Etiquetar algo con carácter de solemnidad suele ser el preludio más frecuente a cometer un error, pero, aun consciente de esto, lo digo: pocos géneros hay más difíciles para escribir que el thriller. No solo porque hay que tener una notable destreza en el empleo de los giros de guion (y saber crearlos, que esa es otra) y confeccionar una trama que conduzca a un final que nadie se espera (con el aliento del lector en el cogote, todo el tiempo tratando de pillarte), sino que el escritor que se decide por este género sabe que tiene que ganarse a su público casi desde la primera página, no se le permite ese trayecto de reconocimiento que existe en otros géneros, donde el lector va conociendo al autor, va metiéndose poco a poco en la historia, puede que incluso dejándose cautivar por un trasfondo que pudiera no haberle resultado del todo conmovedor de primeras. En el thriller no sucede así, es una zambullida de cabeza desde la primera página, y si en el primer capítulo no has sentado las bases para enganchar poderosamente a quien te lee, es probable que lo pierdas.

En estas lides ya llevaba tiempo metido Octavi Pina cuando concibió la idea para escribir Almas durmientes, que ya es su tercera obra dentro del género policiaco y que tiene algo que, en mi opinión, le da un punto más de interés a las obras de este género: está basada en un hecho real. Almas durmientes, en efecto, parte del hallazgo de un cuerpo desmembrado, inspirado en un caso real sucedido en la ciudad de Barcelona, de donde es natural el autor, hecho al que se suma la posterior desaparición de una joven, creando una atmósfera de misterio que es uno de los puntos fuertes de Pina.

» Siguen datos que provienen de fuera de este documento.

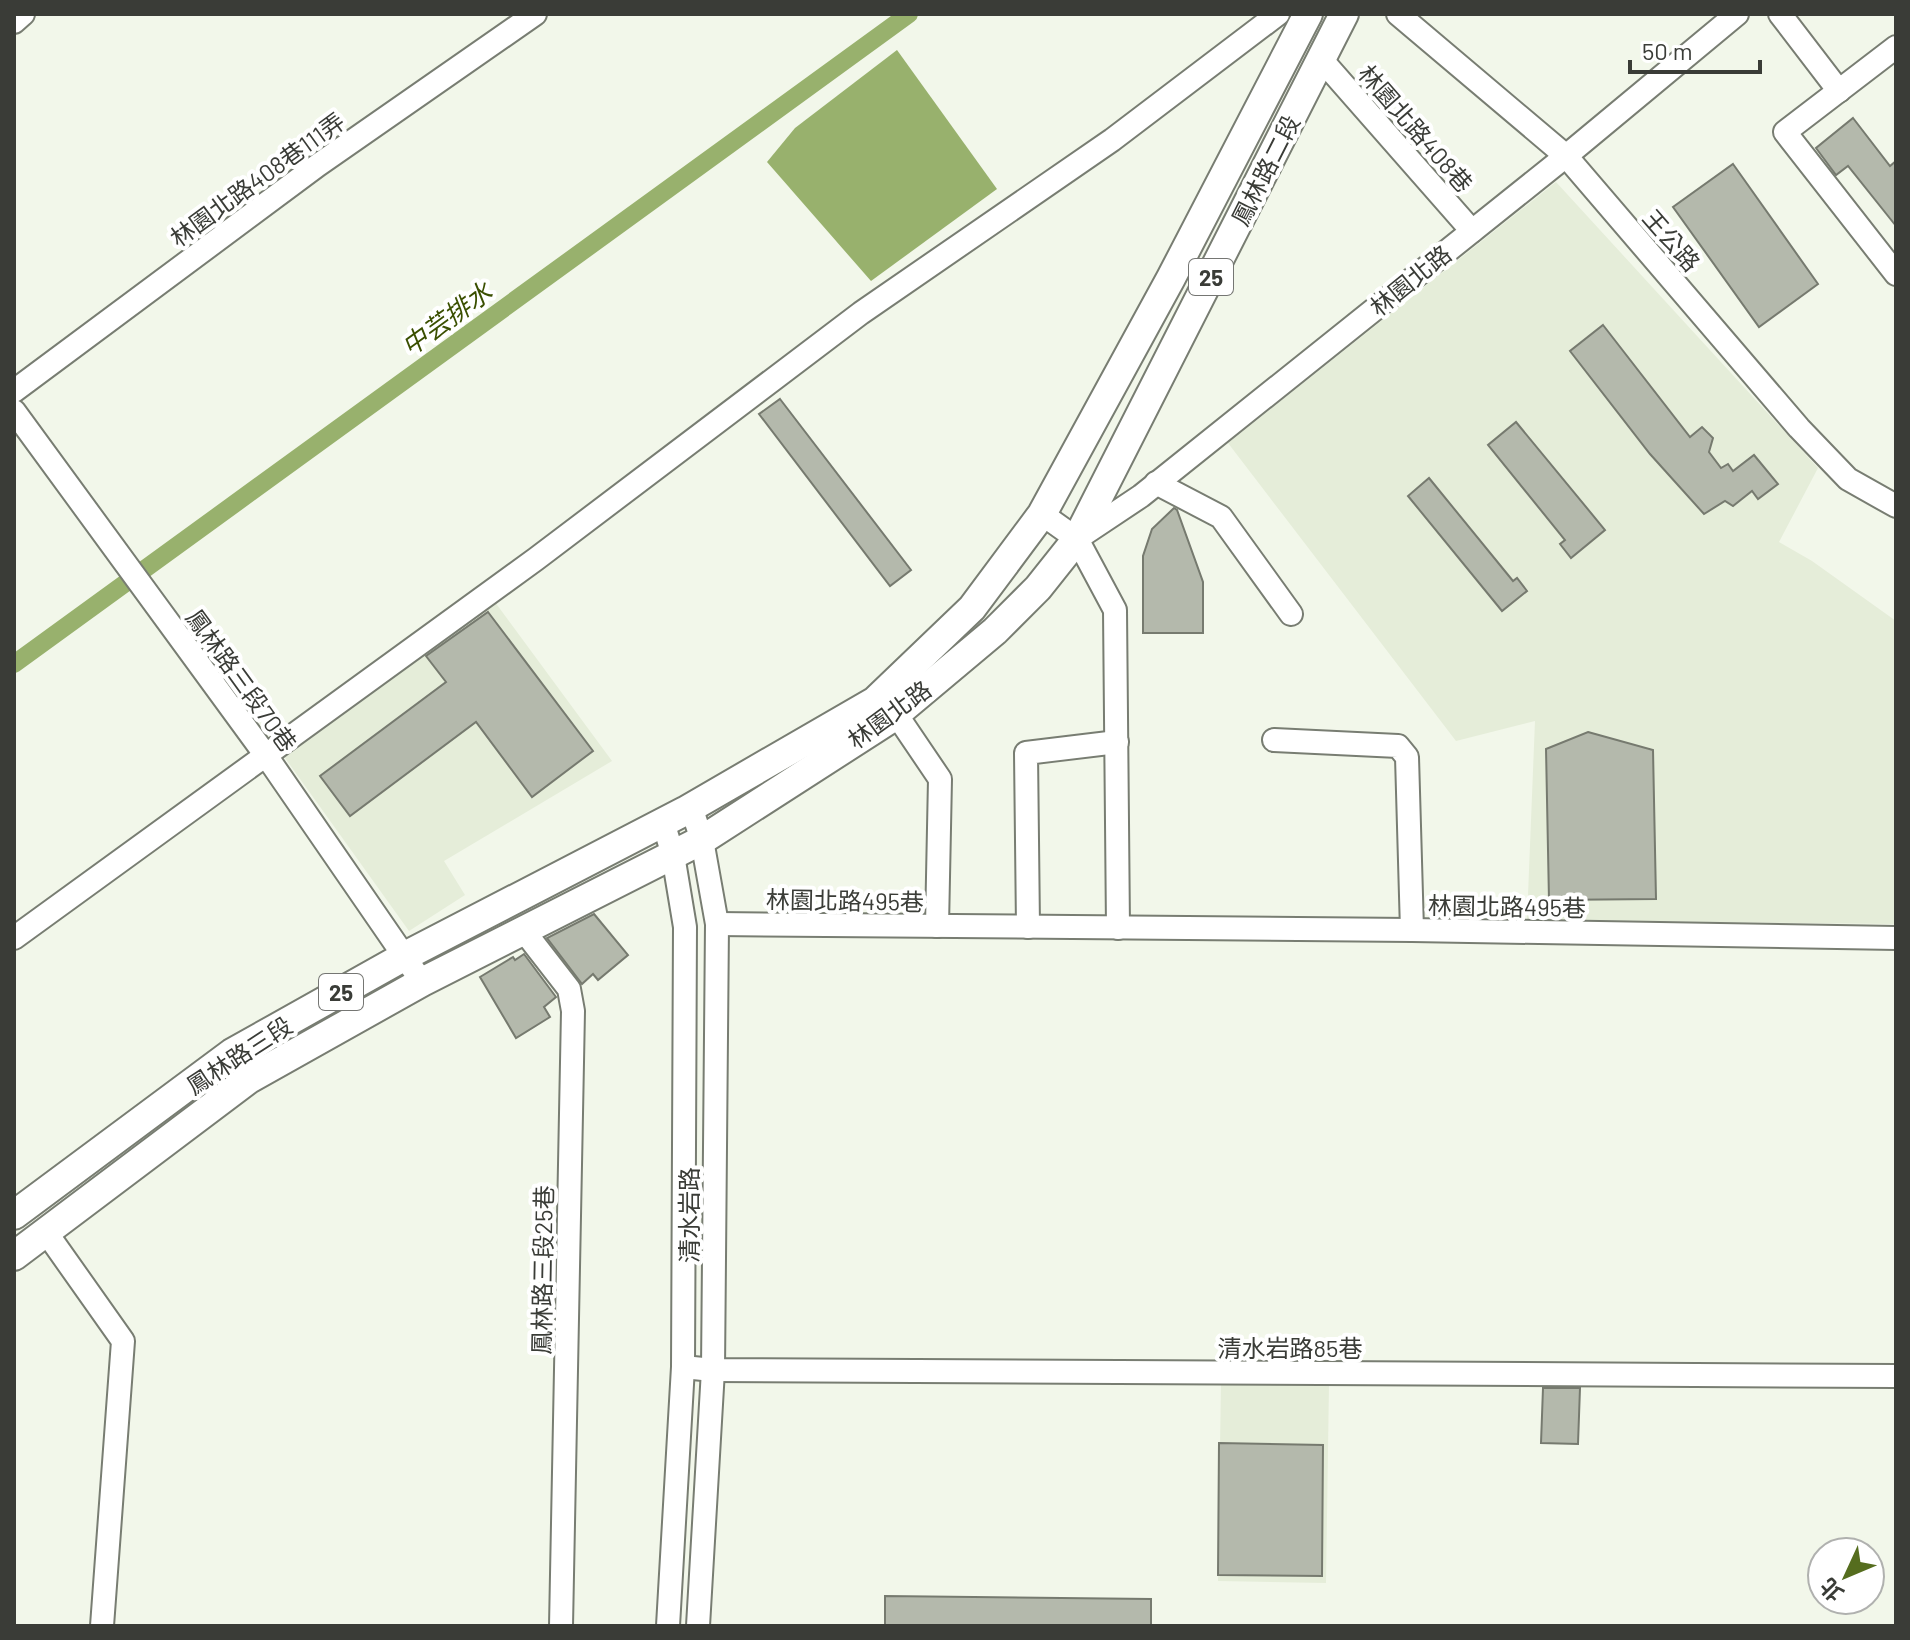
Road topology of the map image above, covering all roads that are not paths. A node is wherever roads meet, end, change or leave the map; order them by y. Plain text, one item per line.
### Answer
1 (23, 14) edge
2 (535, 14) edge
3 (1278, 14) edge
4 (1308, 14) edge
5 (1344, 14) edge
6 (1398, 14) edge
7 (1737, 14) edge
8 (1780, 14) edge
9 (14, 22) edge
10 (1896, 47) edge
11 (1321, 59) junction
12 (1839, 91) junction
13 (1566, 156) junction
14 (1472, 231) junction
15 (1896, 274) edge
16 (14, 391) edge
17 (14, 411) edge
18 (1156, 483) junction
19 (1896, 506) edge
20 (1042, 514) junction
21 (1077, 539) junction
22 (1291, 614) dead end
23 (896, 714) junction
24 (1274, 740) dead end
25 (1117, 742) junction
26 (267, 757) junction
27 (691, 807) junction
28 (663, 822) junction
29 (702, 840) junction
30 (673, 855) junction
31 (717, 924) junction
32 (937, 926) junction
33 (1028, 927) junction
34 (1118, 928) junction
35 (1412, 930) junction
36 (524, 931) junction
37 (14, 938) edge
38 (1896, 938) edge
39 (405, 956) junction
40 (422, 982) junction
41 (14, 1215) edge
42 (46, 1232) junction
43 (14, 1256) edge
44 (683, 1367) junction
45 (713, 1370) junction
46 (1896, 1376) edge
47 (102, 1626) edge
48 (561, 1626) edge
49 (668, 1626) edge
50 (698, 1626) edge

1 - 9 street
2 - 16 street, 林園北路408巷111弄
3 - 26 street
4 - 20 main road, 鳳林路二段 / 25
5 - 11 main road, 鳳林路二段 / 25
6 - 13 street, 王公路
7 - 13 street, 林園北路
8 - 12 street
10 - 12 street
11 - 14 street, 林園北路408巷
11 - 21 main road, 鳳林路二段 / 25
12 - 15 street
13 - 14 street, 林園北路
13 - 19 street, 王公路
14 - 18 street, 林園北路
17 - 26 street, 鳳林路三段70巷
18 - 21 street, 林園北路
18 - 22 street
20 - 21 street
20 - 27 main road, 林園北路 / 25
21 - 23 main road, 林園北路 / 25
21 - 25 street
23 - 29 main road, 林園北路 / 25
23 - 32 street
24 - 35 street
25 - 33 street
25 - 34 street
26 - 37 street
26 - 39 street, 鳳林路三段70巷
27 - 28 main road, 鳳林路三段 / 25
27 - 29 street, 清水岩路
28 - 30 street, 清水岩路
28 - 39 main road, 鳳林路三段 / 25
29 - 30 main road, 林園北路 / 25
29 - 31 street, 清水岩路
30 - 36 main road, 鳳林路三段 / 25
30 - 44 street, 清水岩路
31 - 32 street, 林園北路495巷
31 - 45 street, 清水岩路
32 - 33 street, 林園北路495巷
33 - 34 street, 林園北路495巷
34 - 35 street, 林園北路495巷
35 - 38 street, 林園北路495巷
36 - 40 main road, 鳳林路三段 / 25
36 - 48 street, 鳳林路三段25巷
39 - 40 street, 鳳林路三段70巷
39 - 41 main road, 鳳林路三段 / 25
40 - 42 main road, 鳳林路三段 / 25
42 - 43 main road, 鳳林路三段 / 25
42 - 47 street
44 - 45 street, 清水岩路85巷
44 - 49 street, 清水岩路
45 - 46 street, 清水岩路85巷
45 - 50 street, 清水岩路

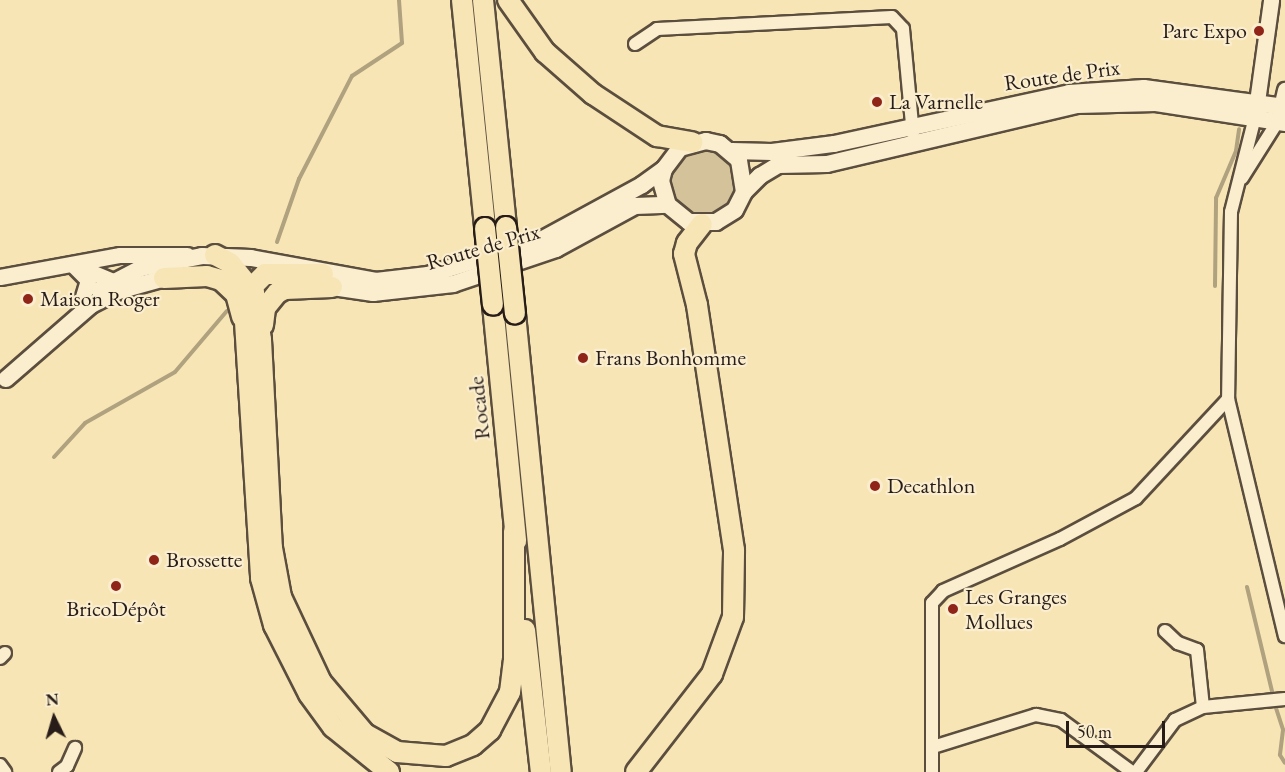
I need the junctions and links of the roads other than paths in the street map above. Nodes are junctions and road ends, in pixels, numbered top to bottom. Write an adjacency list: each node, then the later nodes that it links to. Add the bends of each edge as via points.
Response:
1 (462, 0): 30 (highway, Rocade, bridge)
2 (483, 0): 42 (highway, bridge)
3 (508, 0): 10 (highway, via 545,52 606,105 657,136)
4 (1271, 0): 7 (street)
5 (635, 44): 9 (street, via 657,29 891,17 903,29)
6 (1285, 90): 8 (street)
7 (1257, 110): 8 (main road, Route de Prix); 9 (main road, Route de Prix, via 1144,88 1069,93); 13 (street)
8 (1282, 114): 13 (street)
9 (913, 136): 11 (main road, Route de Prix, via 772,152); 14 (main road, Route de Prix, via 827,164 778,165)
10 (692, 142): 11 (main road, Route de Prix, via 720,144); 12 (main road, Route de Prix, via 680,148)
11 (732, 152): 14 (main road, via 743,170)
12 (663, 169): 15 (main road, via 662,188); 24 (main road, Route de Prix, via 642,185 543,239 447,269 393,281)
13 (1235, 189): 29 (street, via 1229,258)
14 (744, 192): 16 (main road, Route de Prix, via 728,216)
15 (668, 205): 16 (main road, via 689,222); 24 (main road, Route de Prix, via 635,206 556,249 453,284 373,293)
16 (702, 224): 43 (highway, via 687,243 684,254 697,304 734,550 733,617 712,674)
17 (209, 256): 18 (street); 20 (highway); 21 (main road); 25 (main road, via 151,266)
18 (92, 259): 19 (street); 25 (street, via 110,266)
19 (69, 264): 22 (street); 25 (street, via 91,269); 26 (street, via 82,270 88,280)
20 (239, 272): 21 (highway); 23 (main road, via 193,270)
21 (262, 274): 24 (highway); 27 (highway)
22 (0, 277)
23 (164, 278): 25 (main road); 27 (highway, via 207,276 221,280 239,301)
24 (327, 281): 27 (highway, via 276,293)
25 (115, 286): 26 (main road); 28 (main road)
26 (81, 300): 28 (main road, via 54,321)
27 (253, 337): 30 (highway, via 281,597 321,682 365,734 397,752 446,756 473,745 490,730 503,712 510,692 514,661); 40 (highway, via 261,578 274,625 309,694 333,727)
28 (3, 383)
29 (1228, 399): 32 (street, via 1278,621); 35 (street, via 1136,498 1060,539 943,591 932,603)
30 (514, 531): 41 (highway, Rocade)
31 (1165, 631): 34 (street, via 1178,643 1197,650)
32 (1285, 636)
33 (1285, 699): 34 (street)
34 (1203, 706): 45 (street, via 1175,720)
35 (933, 747): 44 (street); 45 (street, via 1036,715 1061,720)
36 (75, 748): 39 (street, via 67,766)
37 (0, 765): 38 (street)
38 (5, 772)
39 (59, 772)
40 (389, 772)
41 (541, 772)
42 (561, 772)
43 (636, 772)
44 (932, 772)
45 (1134, 772)

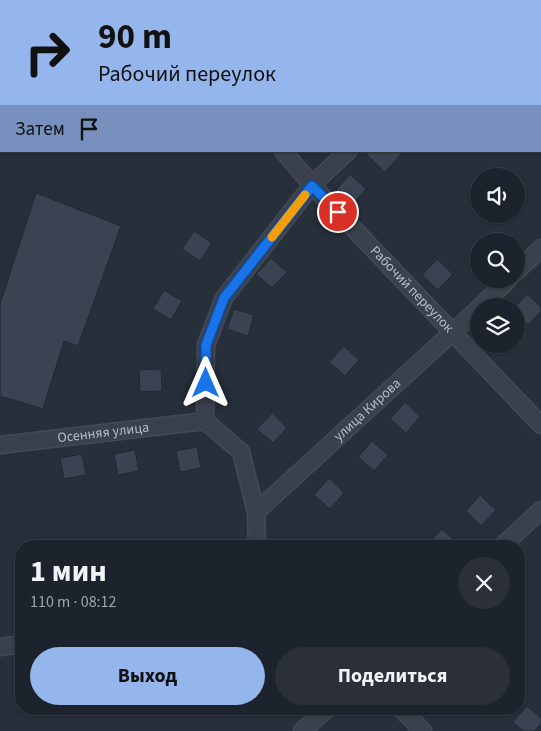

No obstante, no considero este rasgo como el más distintivo de su obra. No es, al menos, el que yo señalaría si tuviera que citar lo que hace a un libro reconocible como de su autoría, sino, más bien, los diálogos rápidos, trepidantes, la ausencia del adorno innecesario en las descripciones. Esto es un arte que muy pocos pueden presumir de dominar, y considero que hace que una obra resulte mucho más «movida» para el lector. Como esas vueltas que te dan en el juego de la gallinita ciega, justo antes de empezar, para que el que hace de gallinita no sepa muy bien dónde está y, por tanto, no sea capaz de encontrar a los demás jugadores.

Y es que de eso va este libro, de no saber muy bien dónde estamos, y cuando parece que lo queremos entender, Octavi pega otro volantazo y nos vuelve a marear. Realmente, es una lectura muy disfrutable para aquellos lectores a los que les gusta saber que el autor está jugando con ellos, que aceptan el reto de descubrir qué está pasando aun sabiendo que van a perder.

En el apartado de particularidades, también he disfrutado mucho de la figura del inspector Molins, esa suerte de Hércules Poirot si hubiera nacido en Gotham de Octavi Pina al que el autor barcelonés parece dispuesto a hacer pasar por todo tipo de desventuras solo para nuestro divertimento. Pero el inspector tiene las suficientes sombras atenuando sus luces como para que no nos inspire una compasión excesiva, sino que, más bien, y me pregunto si esto también le sucede a Pina, le exijamos que continúe un poco más porque queremos saber qué pasa después.

Los personajes de Octavi Pina van muy en esta línea, es gente con la que te puedes sorprender empatizando y, unas páginas después, exasperándote por haberlo hecho. Y esto, que suele tomarse como un síntoma de la madurez de un autor, resulta más sorprendente porque es algo que siempre ha identificado al barcelonés. En esos claroscuros se mueven también sus novelas.

Si Almas durmientes puede considerarse la obra más madura de Octavi Pina es por otra cuestión, a mi juicio, mucho más sutil pero efectiva para construir una trama como esta, y sobre todo en el género del que estamos hablando: como si el escritor hubiera concebido todo esto como un juego para desconcertar al lector, está repleta de pistas falsas, de frases que nos hacen dudar, de señuelos para que creamos que el camino correcto es el que conduce al precipicio. Es en esa habilidad para jugar donde yo veo la auténtica madurez y el verdadero valor de una obra.

Decía Pablo Picasso que le había costado cuatro años pintar como Rafael pero toda la vida aprender a dibujar como un niño, y quizá se trata de eso, de aprender a divertirnos cuando creamos, de emplear el juego como símbolo de la perfección, pues nadie es capaz de tomarse nada tan en serio como un niño se toma el acto de jugar.